明治ホールディングス傘下のKMバイオロジクス(旧・化学及血清療法研究所、熊本市)は21年3月頃、臨床試験を開始、実用化の目標を23年度に置いている。

 英アストラゼネカが2月5日、新型コロナウイルスワクチンの製造販売承認を申請したことで、国内でもワクチン供給の準備に入った。ワクチンの基となる原液は中堅製薬のJCRファーマ(東証1部上場)が受託生産する。アストラゼネカは1億2000万回分を供給する契約を政府と結ぶ。そのうち75%に相当する9000万回分以上を国内で生産する、と報じられている。

 アストラゼネカは同日、第一三共とKMバイオロジクス、Meiji Seikaファルマの3社と正式契約を結んだ。
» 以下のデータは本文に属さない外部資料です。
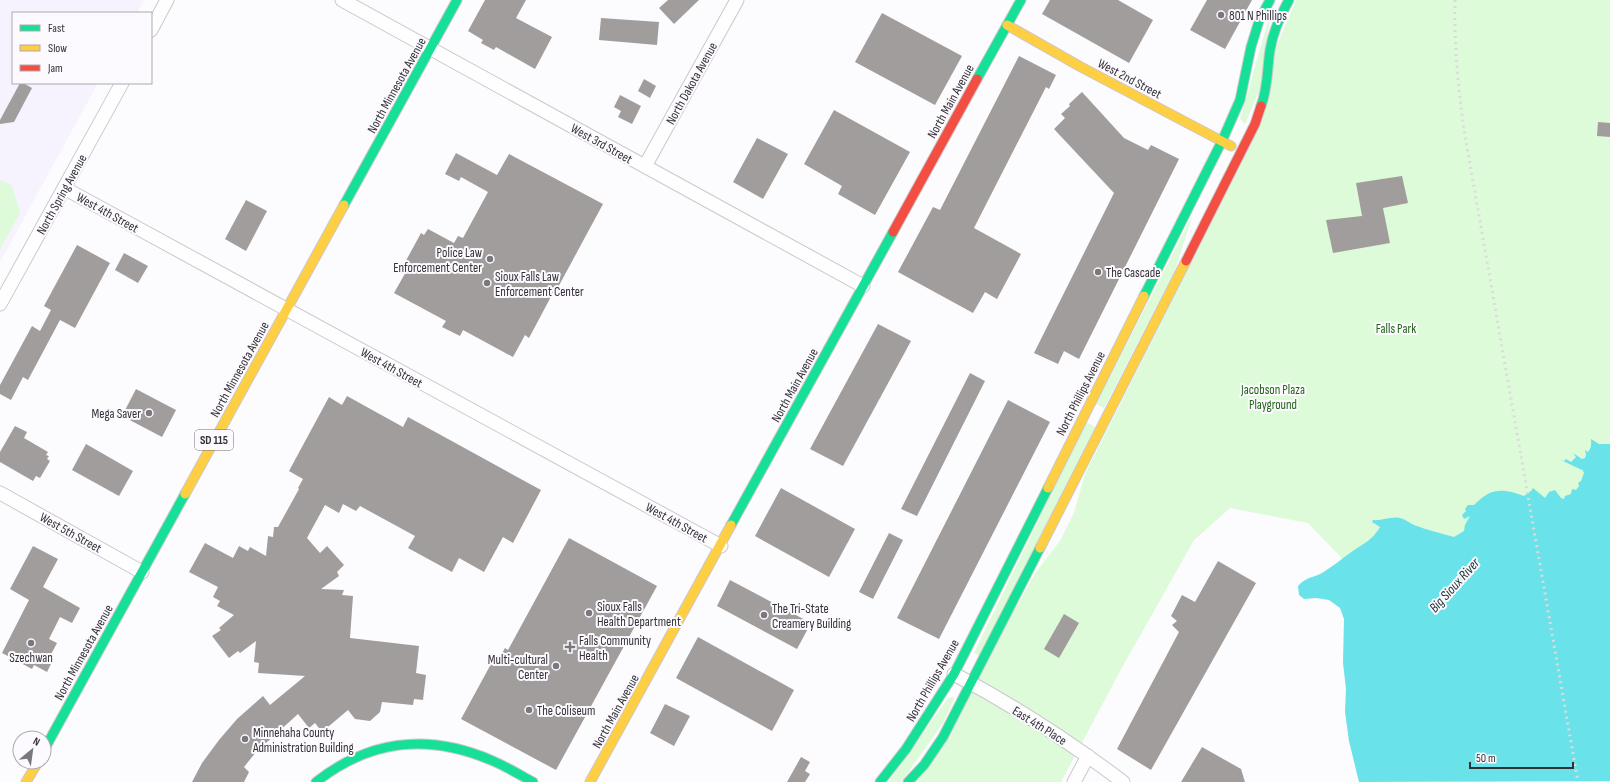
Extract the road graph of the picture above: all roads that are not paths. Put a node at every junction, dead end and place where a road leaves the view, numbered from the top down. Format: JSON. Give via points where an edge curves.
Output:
{"nodes":[{"id":1,"x":167,"y":0,"type":"edge"},
{"id":2,"x":342,"y":0,"type":"edge"},
{"id":3,"x":458,"y":0,"type":"edge"},
{"id":4,"x":737,"y":0,"type":"edge"},
{"id":5,"x":1021,"y":0,"type":"edge"},
{"id":6,"x":1270,"y":0,"type":"edge"},
{"id":7,"x":1289,"y":0,"type":"edge"},
{"id":8,"x":1007,"y":25,"type":"junction"},
{"id":9,"x":152,"y":28,"type":"edge"},
{"id":10,"x":430,"y":49,"type":"junction"},
{"id":11,"x":121,"y":84,"type":"edge"},
{"id":12,"x":1222,"y":141,"type":"junction"},
{"id":13,"x":1240,"y":152,"type":"junction"},
{"id":14,"x":645,"y":166,"type":"junction"},
{"id":15,"x":64,"y":188,"type":"junction"},
{"id":16,"x":863,"y":286,"type":"junction"},
{"id":17,"x":0,"y":304,"type":"edge"},
{"id":18,"x":287,"y":309,"type":"junction"},
{"id":19,"x":0,"y":493,"type":"edge"},
{"id":20,"x":721,"y":546,"type":"junction"},
{"id":21,"x":142,"y":572,"type":"junction"},
{"id":22,"x":954,"y":674,"type":"junction"},
{"id":23,"x":972,"y":684,"type":"junction"},
{"id":24,"x":52,"y":735,"type":"edge"},
{"id":25,"x":1088,"y":756,"type":"junction"},
{"id":26,"x":33,"y":770,"type":"edge"},
{"id":27,"x":26,"y":782,"type":"edge"},
{"id":28,"x":316,"y":782,"type":"edge"},
{"id":29,"x":533,"y":782,"type":"edge"},
{"id":30,"x":590,"y":782,"type":"edge"},
{"id":31,"x":880,"y":782,"type":"edge"},
{"id":32,"x":908,"y":782,"type":"edge"},
{"id":33,"x":1074,"y":782,"type":"edge"},
{"id":34,"x":1123,"y":782,"type":"edge"}],
"edges":[{"from":1,"to":9,"type":"street"},
{"from":2,"to":10,"type":"street","name":"West 3rd Street"},
{"from":3,"to":10,"type":"street","name":"North Minnesota Avenue","number":"SD 115"},
{"from":4,"to":14,"type":"street","name":"North Dakota Avenue"},
{"from":5,"to":8,"type":"street","name":"North Main Avenue"},
{"from":6,"to":12,"type":"street","name":"North Phillips Avenue","via":[[1250,47],[1240,100]]},
{"from":7,"to":13,"type":"street","via":[[1274,33],[1262,104]]},
{"from":8,"to":12,"type":"street","name":"West 2nd Street"},
{"from":8,"to":16,"type":"street","name":"North Main Avenue"},
{"from":10,"to":14,"type":"street","name":"West 3rd Street"},
{"from":10,"to":18,"type":"street","name":"North Minnesota Avenue","number":"SD 115"},
{"from":11,"to":15,"type":"street","name":"North Spring Avenue"},
{"from":12,"to":13,"type":"street","name":"West 2nd Street"},
{"from":12,"to":22,"type":"street","name":"North Phillips Avenue"},
{"from":13,"to":23,"type":"street"},
{"from":14,"to":16,"type":"street","name":"West 3rd Street"},
{"from":15,"to":17,"type":"street","name":"North Spring Avenue"},
{"from":15,"to":18,"type":"street","name":"West 4th Street"},
{"from":16,"to":20,"type":"street","name":"North Main Avenue"},
{"from":18,"to":20,"type":"street","name":"West 4th Street"},
{"from":18,"to":21,"type":"street","name":"North Minnesota Avenue","number":"SD 115"},
{"from":19,"to":21,"type":"street","name":"West 5th Street"},
{"from":20,"to":30,"type":"street","name":"North Main Avenue"},
{"from":21,"to":24,"type":"street","name":"North Minnesota Avenue","number":"SD 115"},
{"from":22,"to":23,"type":"street","name":"East 4th Place"},
{"from":22,"to":31,"type":"street","name":"North Phillips Avenue","via":[[906,749]]},
{"from":23,"to":25,"type":"street","name":"East 4th Place"},
{"from":23,"to":32,"type":"street","via":[[943,737],[924,765]]},
{"from":25,"to":33,"type":"street"},
{"from":25,"to":34,"type":"street","name":"East 4th Place"},
{"from":26,"to":27,"type":"street"},
{"from":28,"to":29,"type":"street","via":[[335,768],[371,751],[408,744],[448,746],[488,758]]}]}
第一三共とKMバイオはJCRファーマが製造した原液をそれぞれ自社工場で容器に充填して製剤化する。Meijiはワクチンの保管や配送を受け持つ。ワクチンの開発を担っている第一三共とKMバイオが海外ワクチンを委託生産する。

 国内ワクチン開発で最有力とみられているのが塩野義製薬。昨年12月に臨床試験を始めた。国から約400億円の援助を受け、リスクをとって今年末までに3000万人分を目標に工場を整備し、並行してワクチン開発を進めている。さらに1億人分まで生産能力を上げるとしている。

日本が周回遅れとなった理由

 ワクチン開発には年単位の時間がかかる。その一方で平時は需要が限られる。ひとたび副反応が出ると経営への打撃が大きく、国の支援がない限り製薬企業にとって手を出しにくい分野だ。ワクチン学が専門の東京大学医科学研究所の石井健教授は、「ITmedia ビジネスオンライン」(21年1月9日付)のインタビューで、「周回遅れの日本 投資額が雲泥の差」と次のように語っている。
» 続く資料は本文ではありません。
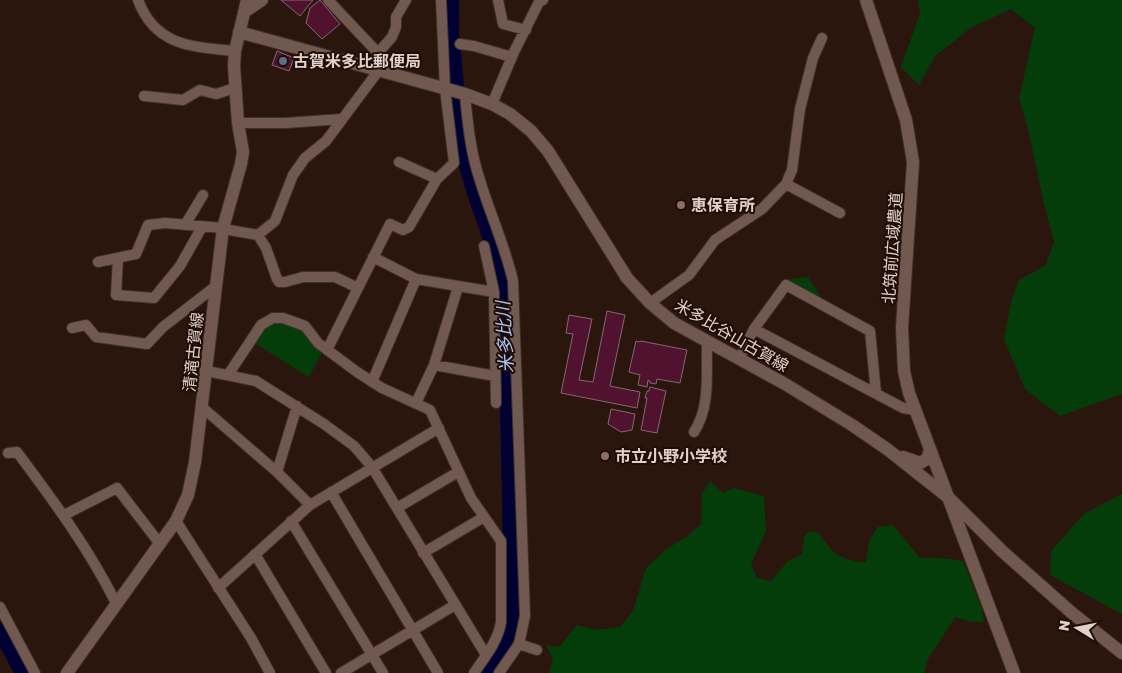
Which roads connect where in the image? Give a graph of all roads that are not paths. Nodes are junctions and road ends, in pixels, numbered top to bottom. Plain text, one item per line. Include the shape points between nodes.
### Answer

<研究開発の規模とサーポートシステムの面で、欧米・中国と日本とでは雲泥の差があります。米国政府は1兆円を投じ、ファイザーも自腹で2100億円の資金を調達しました。欧州は日本を含む各国から約1兆円をかき集めて投資。中国は国を挙げておそらくそれ以上を投資して開発を急ぎました。

 一方、日本は20年の2、3月に国としてワクチンに使った予算は約100億円程度。しかもこれを基礎研究者、医師主体の評価委員会にかけて、いくつかの産学のチームに振り分けました。投資額だけでも日本と比べて100倍大きい。特に初期投資においての投資規模の格差が明らかにあります>(「ITmedia ビジネスオンライン」より)
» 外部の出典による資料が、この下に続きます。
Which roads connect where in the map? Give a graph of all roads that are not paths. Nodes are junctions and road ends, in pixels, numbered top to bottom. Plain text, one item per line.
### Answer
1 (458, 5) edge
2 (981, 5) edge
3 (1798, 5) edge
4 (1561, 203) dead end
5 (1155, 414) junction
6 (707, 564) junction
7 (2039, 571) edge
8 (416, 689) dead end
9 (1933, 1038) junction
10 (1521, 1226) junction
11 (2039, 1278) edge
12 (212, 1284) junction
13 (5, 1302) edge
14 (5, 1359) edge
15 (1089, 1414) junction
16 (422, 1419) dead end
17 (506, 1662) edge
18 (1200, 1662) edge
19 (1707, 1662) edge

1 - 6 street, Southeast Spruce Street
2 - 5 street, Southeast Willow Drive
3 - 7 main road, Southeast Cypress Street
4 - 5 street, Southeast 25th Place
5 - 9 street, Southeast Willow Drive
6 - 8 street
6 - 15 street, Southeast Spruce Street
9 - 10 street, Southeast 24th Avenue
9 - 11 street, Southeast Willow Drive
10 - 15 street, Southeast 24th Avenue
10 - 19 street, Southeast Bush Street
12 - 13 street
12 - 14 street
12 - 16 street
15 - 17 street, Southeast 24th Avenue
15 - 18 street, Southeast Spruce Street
 船頭多くして、ワクチン開発の本物の司令塔機能を欠く日本政府とリスクのある巨額投資に二の足を踏む国内製薬企業。平時に対策を怠ってきたツケが、国民の健康に直結する“ワクチンの安全保障”に影を落としている。これが「3周遅れ」と酷評されるコロナワクチン敗戦の真相だ。

(文=編集部)

【続報】

 KMバイオロジクスは2月17日、治験計画を国に提出した、と共同通信が伝えた。3月下旬に成人を対象とした臨床試験に入り、2023年度中の実用化を目指す。「将来、繰り返し接種が必要になる場合も考慮すべきだ」として、安価な国産ワクチンの必要性を強調した。

 KMバイオロジクスが開発するのは、毒性をなくしたウイルスを用いる不活化ワクチンと呼ばれるもの。米ファイザーなどとは製造手法が違う。不活化ワクチンはポリオなどの感染症で既に実績があり、「副反応のリスクが比較的低くなると期待できる」という。